* Stored data *

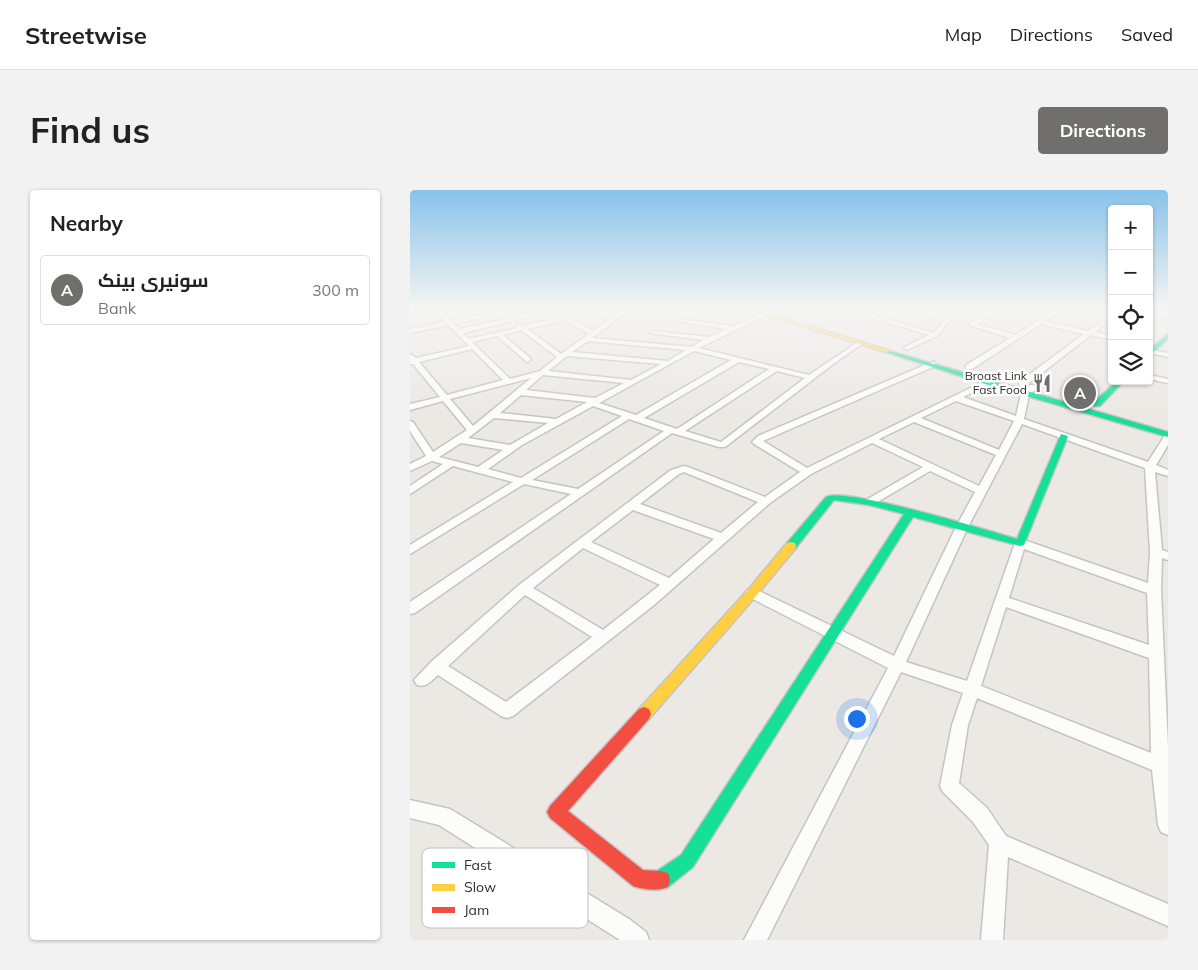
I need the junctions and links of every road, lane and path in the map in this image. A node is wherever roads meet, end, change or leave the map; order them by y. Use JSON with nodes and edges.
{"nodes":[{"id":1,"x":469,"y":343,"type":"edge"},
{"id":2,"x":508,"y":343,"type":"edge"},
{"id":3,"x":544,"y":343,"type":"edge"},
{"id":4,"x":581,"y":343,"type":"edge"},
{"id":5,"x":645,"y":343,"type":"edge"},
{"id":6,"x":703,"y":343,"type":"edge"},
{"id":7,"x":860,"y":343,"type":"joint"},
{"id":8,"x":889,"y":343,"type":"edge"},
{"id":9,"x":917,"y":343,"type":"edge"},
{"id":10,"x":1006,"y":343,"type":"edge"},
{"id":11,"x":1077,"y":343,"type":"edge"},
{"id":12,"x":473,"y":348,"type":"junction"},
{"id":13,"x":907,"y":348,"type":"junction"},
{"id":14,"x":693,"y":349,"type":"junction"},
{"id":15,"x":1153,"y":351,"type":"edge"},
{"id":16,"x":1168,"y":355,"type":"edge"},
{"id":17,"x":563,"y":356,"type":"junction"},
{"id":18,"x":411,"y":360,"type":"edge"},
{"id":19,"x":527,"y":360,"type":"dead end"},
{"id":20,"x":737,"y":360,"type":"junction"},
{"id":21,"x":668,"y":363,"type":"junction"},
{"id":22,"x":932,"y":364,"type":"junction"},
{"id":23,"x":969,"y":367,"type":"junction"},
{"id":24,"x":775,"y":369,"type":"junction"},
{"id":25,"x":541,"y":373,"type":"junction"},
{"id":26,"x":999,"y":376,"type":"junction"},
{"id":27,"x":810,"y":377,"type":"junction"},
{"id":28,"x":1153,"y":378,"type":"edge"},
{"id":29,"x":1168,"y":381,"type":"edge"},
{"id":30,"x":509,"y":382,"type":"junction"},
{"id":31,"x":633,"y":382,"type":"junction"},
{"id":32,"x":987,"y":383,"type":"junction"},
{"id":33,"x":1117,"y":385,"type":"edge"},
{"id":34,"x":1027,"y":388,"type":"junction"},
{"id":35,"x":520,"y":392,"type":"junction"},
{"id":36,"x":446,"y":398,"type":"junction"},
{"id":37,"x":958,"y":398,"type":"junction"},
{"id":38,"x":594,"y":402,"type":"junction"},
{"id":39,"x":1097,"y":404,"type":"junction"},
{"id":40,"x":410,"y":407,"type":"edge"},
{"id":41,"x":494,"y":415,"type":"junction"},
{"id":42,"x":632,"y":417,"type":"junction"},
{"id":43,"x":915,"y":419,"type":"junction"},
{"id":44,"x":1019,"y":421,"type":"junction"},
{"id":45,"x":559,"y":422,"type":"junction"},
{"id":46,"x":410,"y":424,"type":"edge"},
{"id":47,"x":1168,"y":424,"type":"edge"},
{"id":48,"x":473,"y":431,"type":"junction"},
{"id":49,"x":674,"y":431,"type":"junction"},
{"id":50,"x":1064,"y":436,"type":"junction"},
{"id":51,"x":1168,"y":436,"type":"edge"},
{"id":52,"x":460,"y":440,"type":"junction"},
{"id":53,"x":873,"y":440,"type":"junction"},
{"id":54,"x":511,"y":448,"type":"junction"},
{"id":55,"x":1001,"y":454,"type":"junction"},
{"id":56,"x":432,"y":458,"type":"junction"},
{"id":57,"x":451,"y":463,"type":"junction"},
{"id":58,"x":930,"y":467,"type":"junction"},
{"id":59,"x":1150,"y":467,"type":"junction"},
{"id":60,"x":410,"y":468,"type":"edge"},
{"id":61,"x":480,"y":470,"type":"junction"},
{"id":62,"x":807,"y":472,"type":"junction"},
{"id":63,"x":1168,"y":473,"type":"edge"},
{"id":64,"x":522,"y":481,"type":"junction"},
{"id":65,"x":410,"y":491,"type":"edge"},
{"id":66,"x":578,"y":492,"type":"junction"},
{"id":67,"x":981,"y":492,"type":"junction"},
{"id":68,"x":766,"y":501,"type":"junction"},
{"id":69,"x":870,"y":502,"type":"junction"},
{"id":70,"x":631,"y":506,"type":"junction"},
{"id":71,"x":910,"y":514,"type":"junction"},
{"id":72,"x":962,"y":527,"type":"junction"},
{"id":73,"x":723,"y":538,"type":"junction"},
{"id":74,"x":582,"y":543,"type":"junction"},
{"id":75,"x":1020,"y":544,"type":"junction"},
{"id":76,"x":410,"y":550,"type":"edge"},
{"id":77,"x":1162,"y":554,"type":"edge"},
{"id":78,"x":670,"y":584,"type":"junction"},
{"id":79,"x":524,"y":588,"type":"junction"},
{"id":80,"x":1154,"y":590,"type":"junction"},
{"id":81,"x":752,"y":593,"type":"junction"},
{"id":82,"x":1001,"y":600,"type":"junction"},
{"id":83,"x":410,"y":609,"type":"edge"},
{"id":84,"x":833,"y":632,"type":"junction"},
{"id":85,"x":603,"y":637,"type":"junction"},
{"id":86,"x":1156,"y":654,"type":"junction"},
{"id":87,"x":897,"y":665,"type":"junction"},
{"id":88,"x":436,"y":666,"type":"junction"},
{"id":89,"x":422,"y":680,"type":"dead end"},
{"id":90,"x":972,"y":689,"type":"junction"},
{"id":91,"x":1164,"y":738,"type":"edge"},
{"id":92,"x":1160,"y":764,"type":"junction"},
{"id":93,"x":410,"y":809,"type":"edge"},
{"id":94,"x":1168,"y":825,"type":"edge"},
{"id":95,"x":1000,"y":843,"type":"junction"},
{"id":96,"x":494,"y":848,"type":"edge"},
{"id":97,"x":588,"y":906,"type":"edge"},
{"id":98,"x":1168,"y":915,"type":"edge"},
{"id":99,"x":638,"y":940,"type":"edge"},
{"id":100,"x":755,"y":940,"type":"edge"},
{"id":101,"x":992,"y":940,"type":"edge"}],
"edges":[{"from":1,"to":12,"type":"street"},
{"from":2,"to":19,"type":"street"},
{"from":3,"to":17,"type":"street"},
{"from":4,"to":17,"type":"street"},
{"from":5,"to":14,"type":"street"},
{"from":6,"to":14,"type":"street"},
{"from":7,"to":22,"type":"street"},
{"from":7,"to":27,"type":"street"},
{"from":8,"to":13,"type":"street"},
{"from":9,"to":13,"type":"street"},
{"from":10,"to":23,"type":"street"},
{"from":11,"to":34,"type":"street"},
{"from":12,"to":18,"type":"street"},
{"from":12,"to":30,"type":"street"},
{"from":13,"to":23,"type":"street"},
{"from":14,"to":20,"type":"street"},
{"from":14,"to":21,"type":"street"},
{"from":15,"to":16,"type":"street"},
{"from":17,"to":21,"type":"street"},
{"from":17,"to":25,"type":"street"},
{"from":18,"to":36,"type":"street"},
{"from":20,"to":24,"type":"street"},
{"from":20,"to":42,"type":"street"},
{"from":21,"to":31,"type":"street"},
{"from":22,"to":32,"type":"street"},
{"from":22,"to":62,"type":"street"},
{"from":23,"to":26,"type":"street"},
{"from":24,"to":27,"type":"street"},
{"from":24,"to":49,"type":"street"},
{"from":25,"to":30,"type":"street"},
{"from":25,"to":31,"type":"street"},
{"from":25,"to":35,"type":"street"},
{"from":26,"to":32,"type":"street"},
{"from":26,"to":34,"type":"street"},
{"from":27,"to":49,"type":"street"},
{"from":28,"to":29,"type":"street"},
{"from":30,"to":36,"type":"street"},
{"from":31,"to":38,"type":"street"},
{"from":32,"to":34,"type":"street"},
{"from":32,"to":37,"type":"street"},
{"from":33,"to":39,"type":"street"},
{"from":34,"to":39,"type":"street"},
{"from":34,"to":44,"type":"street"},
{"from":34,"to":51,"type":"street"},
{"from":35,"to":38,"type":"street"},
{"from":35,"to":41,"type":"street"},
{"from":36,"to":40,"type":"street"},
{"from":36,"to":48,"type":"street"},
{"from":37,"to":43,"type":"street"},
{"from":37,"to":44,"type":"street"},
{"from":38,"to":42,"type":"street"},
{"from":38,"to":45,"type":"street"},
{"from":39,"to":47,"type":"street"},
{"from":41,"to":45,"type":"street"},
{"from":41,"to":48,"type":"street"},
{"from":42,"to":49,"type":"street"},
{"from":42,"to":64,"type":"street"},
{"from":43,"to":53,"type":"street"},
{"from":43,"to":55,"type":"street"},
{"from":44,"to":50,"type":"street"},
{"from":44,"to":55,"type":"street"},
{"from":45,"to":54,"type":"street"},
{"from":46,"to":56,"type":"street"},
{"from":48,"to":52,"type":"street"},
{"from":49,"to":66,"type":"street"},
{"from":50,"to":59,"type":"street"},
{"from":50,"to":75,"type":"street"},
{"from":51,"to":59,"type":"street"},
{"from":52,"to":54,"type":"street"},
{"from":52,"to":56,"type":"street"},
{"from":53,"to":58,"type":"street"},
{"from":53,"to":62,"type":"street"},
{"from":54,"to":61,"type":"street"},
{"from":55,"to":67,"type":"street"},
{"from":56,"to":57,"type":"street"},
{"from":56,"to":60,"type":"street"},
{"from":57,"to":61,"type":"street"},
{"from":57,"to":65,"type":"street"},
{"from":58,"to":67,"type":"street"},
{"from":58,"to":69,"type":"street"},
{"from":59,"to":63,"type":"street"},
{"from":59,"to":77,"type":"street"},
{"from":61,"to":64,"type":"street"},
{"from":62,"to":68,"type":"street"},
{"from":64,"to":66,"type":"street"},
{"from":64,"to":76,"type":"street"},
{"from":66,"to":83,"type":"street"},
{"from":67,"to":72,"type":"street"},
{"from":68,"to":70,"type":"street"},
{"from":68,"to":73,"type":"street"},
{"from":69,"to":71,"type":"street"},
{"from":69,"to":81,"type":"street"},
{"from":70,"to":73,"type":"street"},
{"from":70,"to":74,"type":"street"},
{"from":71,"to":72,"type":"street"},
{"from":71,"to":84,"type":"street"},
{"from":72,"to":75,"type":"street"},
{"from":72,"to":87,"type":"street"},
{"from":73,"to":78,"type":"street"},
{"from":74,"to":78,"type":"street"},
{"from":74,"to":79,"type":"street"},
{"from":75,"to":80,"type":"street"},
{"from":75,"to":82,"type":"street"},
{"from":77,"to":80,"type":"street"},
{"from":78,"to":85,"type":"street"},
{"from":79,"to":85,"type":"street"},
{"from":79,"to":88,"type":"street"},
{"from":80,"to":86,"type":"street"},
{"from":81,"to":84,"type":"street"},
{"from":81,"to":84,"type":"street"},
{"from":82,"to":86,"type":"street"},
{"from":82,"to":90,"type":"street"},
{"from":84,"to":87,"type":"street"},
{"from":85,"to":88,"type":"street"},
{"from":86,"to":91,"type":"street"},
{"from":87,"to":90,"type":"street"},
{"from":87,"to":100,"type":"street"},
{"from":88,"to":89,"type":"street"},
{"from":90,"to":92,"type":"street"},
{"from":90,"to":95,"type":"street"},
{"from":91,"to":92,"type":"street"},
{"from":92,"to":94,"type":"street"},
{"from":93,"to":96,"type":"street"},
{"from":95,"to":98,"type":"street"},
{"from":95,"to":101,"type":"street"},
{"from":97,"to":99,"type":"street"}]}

* Aim of the task *
Every line of the data that holds "nodes" should be counted, and only the total given.

* Task response *
2